Según indicaron fuentes oficiales, se aplicarán medidas compensatorias que subsidiarán directamente el precio de los productores (como los 10 centavos para el damasco). Según esta fuente, la operatoria la llevarían a cabo mediante la figura del fideicomiso.

Así, el sector industrial presentará al Fondo para la Transformación y el Crecimiento la factura de compra que le entregó el productor y, luego, el Fondo le depositará al productor el monto del subsidio (que aún no se define), según la cantidad de kilos de fruta vendidos.

Los mecanismos de salvataje diseñados en el Ejecutivo apuntarán también al sector industrial, beneficiando indirectamente al productor. Por un lado, se ofrecería financiamiento "barato" a las industrias, específicamente para capital de trabajo, así se activará la producción y la demanda de fruta.

Otro instrumento para paliar la crisis agrícola sería la prefinanciación de exportaciones, lo que apuntará a incrementar las ventas externas, y de esta manera se logrará fortalecer la demanda de los productos agrícolas. También se llevaría a cabo la devolución anticipada del IVA con fondos provinciales.

Respecto al dinero para aplicar las medidas, Adaro indicó que "hay que ver cuánto necesitamos, de dónde saldrá y luego definiremos la operatoria".

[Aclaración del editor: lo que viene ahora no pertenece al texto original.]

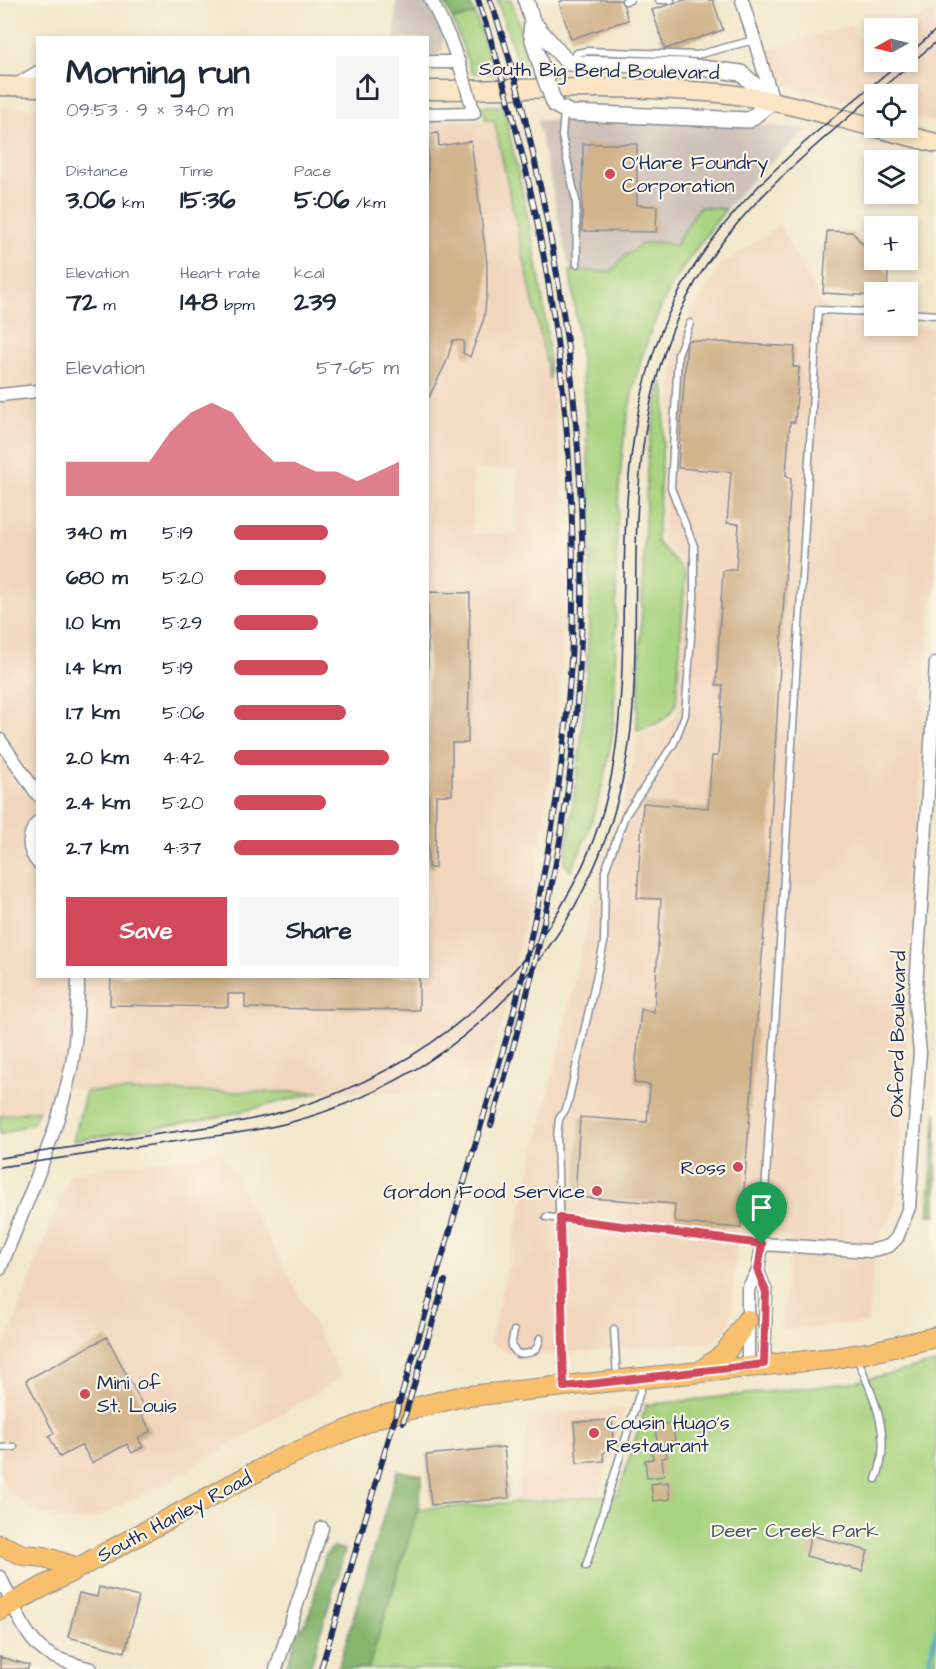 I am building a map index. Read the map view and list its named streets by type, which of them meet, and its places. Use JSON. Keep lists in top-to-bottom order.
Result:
{
  "streets": {
    "main road": ["South Big Bend Boulevard", "South Hanley Road"],
    "street": ["Oxford Boulevard"]
  },
  "parks": ["Deer Creek Park"],
  "places": [
    "O'Hare Foundry Corporation",
    "Ross",
    "Gordon Food Service",
    "Mini of St. Louis",
    "Cousin Hugo's Restaurant"
  ],
  "north": "left",
  "page": {
    "map_buttons": ["+", "−"],
    "heading": ["Morning run", "09:53 · 9 × 340 m"],
    "stats": [
      ["Distance", "3.06 km"],
      ["Time", "15:36"],
      ["Pace", "5:06 /km"],
      ["Elevation", "72 m"],
      ["Heart rate", "148 bpm"],
      ["kcal", "239"]
    ],
    "chart": ["Elevation", "57–65 m"],
    "list": [
      {
        "name": "340 m",
        "note": "5:19"
      },
      {
        "name": "680 m",
        "note": "5:20"
      },
      {
        "name": "1.0 km",
        "note": "5:29"
      },
      {
        "name": "1.4 km",
        "note": "5:19"
      },
      {
        "name": "1.7 km",
        "note": "5:06"
      },
      {
        "name": "2.0 km",
        "note": "4:42"
      },
      {
        "name": "2.4 km",
        "note": "5:20"
      },
      {
        "name": "2.7 km",
        "note": "4:37"
      }
    ],
    "buttons": ["Save", "Share"]
  }
}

Entre las posibles fuentes de dinero se encontrarían el Fondo Anticíclico (los 60 millones aprobados el miércoles para estimular el agro), la Subsecretaría de Agricultura de la Nación, ayuda nacional que Cristina Kirchner le habría prometido a Jaque en el viaje a Rusia o directamente el presupuesto provincial.

Medidas en el Valle de Uco

A dos días de la protesta en la ruta 40 donde productores del Valle de Uco regalaron y quemaron ajo, el comité de "crisis" del Gobierno llegó a Tunuyán para reunirse con los referentes agrícolas e industriales del Valle de Uco.

Estos le presentaron a los funcionarios el diagnóstico del crítico momento que atraviesa el sector y una propuesta con medidas que el Ejecutivo podría ejecutar para soliviar al sector, las que no difieren de las que ya se están estudiando en Casa de Gobierno.

En el encuentro también estuvieron los intendentes de la región: Eduardo Giner (Tunuyán), Joaquín Rodríguez (Tupungato) y el sancarlino y demócrata Jorge Difonso, quien se retiró antes enojado por los planteos oficiales.

Los productores frutihortícolas y hortícolas argumentaron que los altos costos, la falta de precios de referencia y la sobreoferta de productos agrícolas justifican que las medidas para apoyar al sector se basen en la suspensión o la baja de retenciones, en el aumento de reintegros, en una devaluación mínima del 15%, en subsidios, en seguros de cambios que le aseguren precios para poder negociar, en fideicomisos para que las industrias absorban la pulpa, en la instalación de plantas para industrializar manzana y pera, en subsidios directos para el ajo, además de la suspensión de intimidaciones al productor por el pago de deudas.

Los viticultores indicaron la necesidad de un fideicomiso de uvas específico para el Valle de Uco, además de reclamar un precio base para este producto y créditos blandos.

Todo esto, según ellos, porque las bodegas multinacionales que se encuentran en la zona tienen su propia producción, lo que ha generado menos demanda para los productores locales, reduciendo al mismo tiempo los precios.